» Aim of the exercise: Look through the data below and work out how many lines hold "nodes"; state only the number.

» Excerpted data:
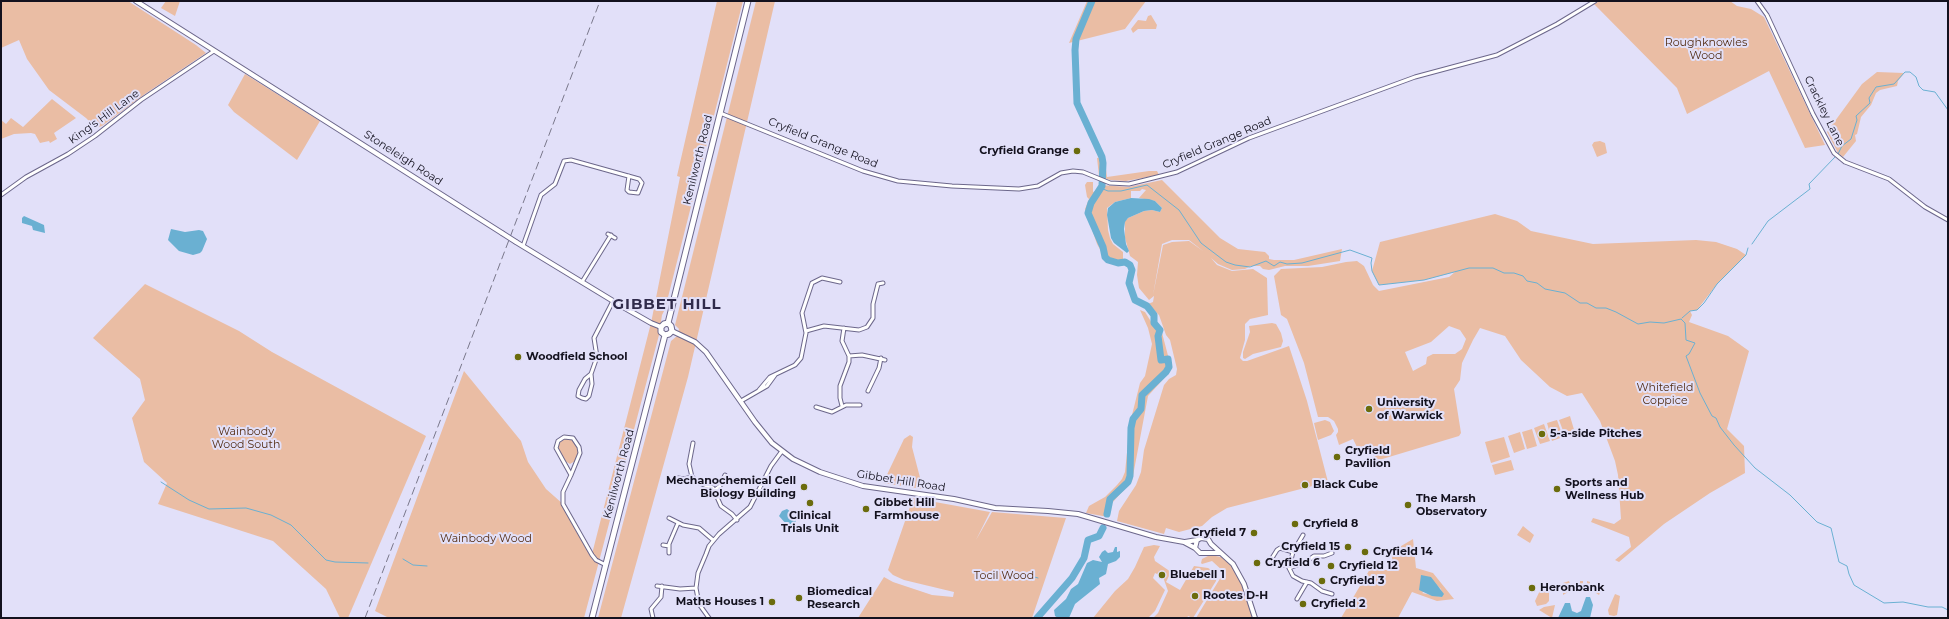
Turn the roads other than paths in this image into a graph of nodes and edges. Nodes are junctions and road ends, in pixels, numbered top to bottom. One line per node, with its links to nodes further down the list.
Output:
...
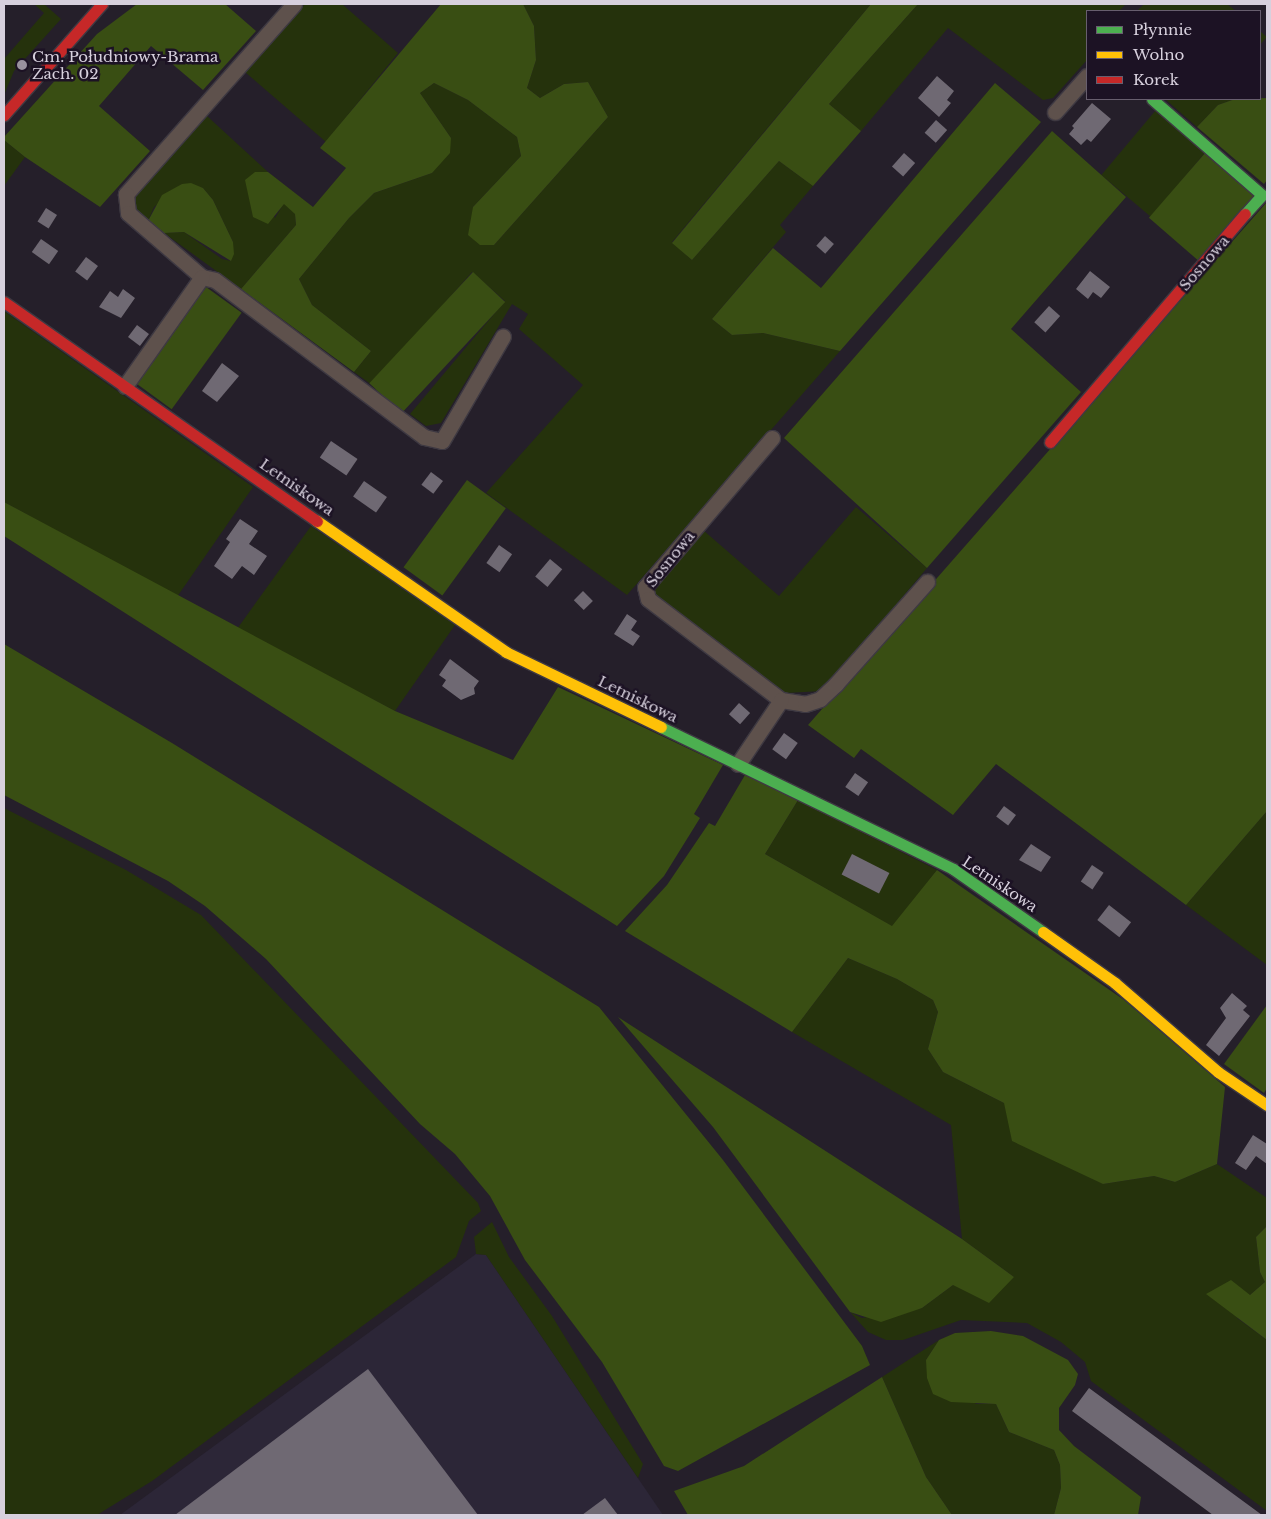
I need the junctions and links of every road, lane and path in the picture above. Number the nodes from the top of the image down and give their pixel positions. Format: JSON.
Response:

» Exercise output: 2